_PROBLEM STATEMENT_
Would it be possible to quote, exactly and in full, the lines from the one with "index pip: (849, 211)" through the end of the entries below?

_DATASET CONTENT_
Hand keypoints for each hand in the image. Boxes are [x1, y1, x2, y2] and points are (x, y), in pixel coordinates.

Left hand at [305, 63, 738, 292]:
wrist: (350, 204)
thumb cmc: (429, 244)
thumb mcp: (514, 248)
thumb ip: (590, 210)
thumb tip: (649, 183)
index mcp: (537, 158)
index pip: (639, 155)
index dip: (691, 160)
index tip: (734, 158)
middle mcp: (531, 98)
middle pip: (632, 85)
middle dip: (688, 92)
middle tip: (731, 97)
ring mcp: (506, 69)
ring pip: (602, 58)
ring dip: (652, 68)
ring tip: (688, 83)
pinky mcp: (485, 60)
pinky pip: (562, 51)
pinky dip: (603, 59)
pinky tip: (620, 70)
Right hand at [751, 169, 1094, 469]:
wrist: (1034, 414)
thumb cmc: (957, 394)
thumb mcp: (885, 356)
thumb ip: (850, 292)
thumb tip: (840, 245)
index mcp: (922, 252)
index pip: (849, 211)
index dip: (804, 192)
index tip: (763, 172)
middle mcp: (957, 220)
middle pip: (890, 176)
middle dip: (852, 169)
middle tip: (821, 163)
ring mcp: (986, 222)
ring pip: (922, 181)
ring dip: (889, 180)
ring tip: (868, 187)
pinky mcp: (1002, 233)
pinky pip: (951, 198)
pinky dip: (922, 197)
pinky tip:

_SOLUTION FOR THIS PROBLEM_
index pip: (849, 211)
index dip: (804, 192)
index tip: (763, 172)
middle mcp: (957, 220)
middle pip: (890, 176)
middle dip: (852, 169)
middle tip: (821, 163)
ring mcp: (986, 222)
ring pip: (922, 181)
ring dip: (889, 180)
ring tip: (868, 187)
pinky mcp: (1002, 233)
pinky pip: (951, 198)
pinky dip: (922, 197)
pinky tip:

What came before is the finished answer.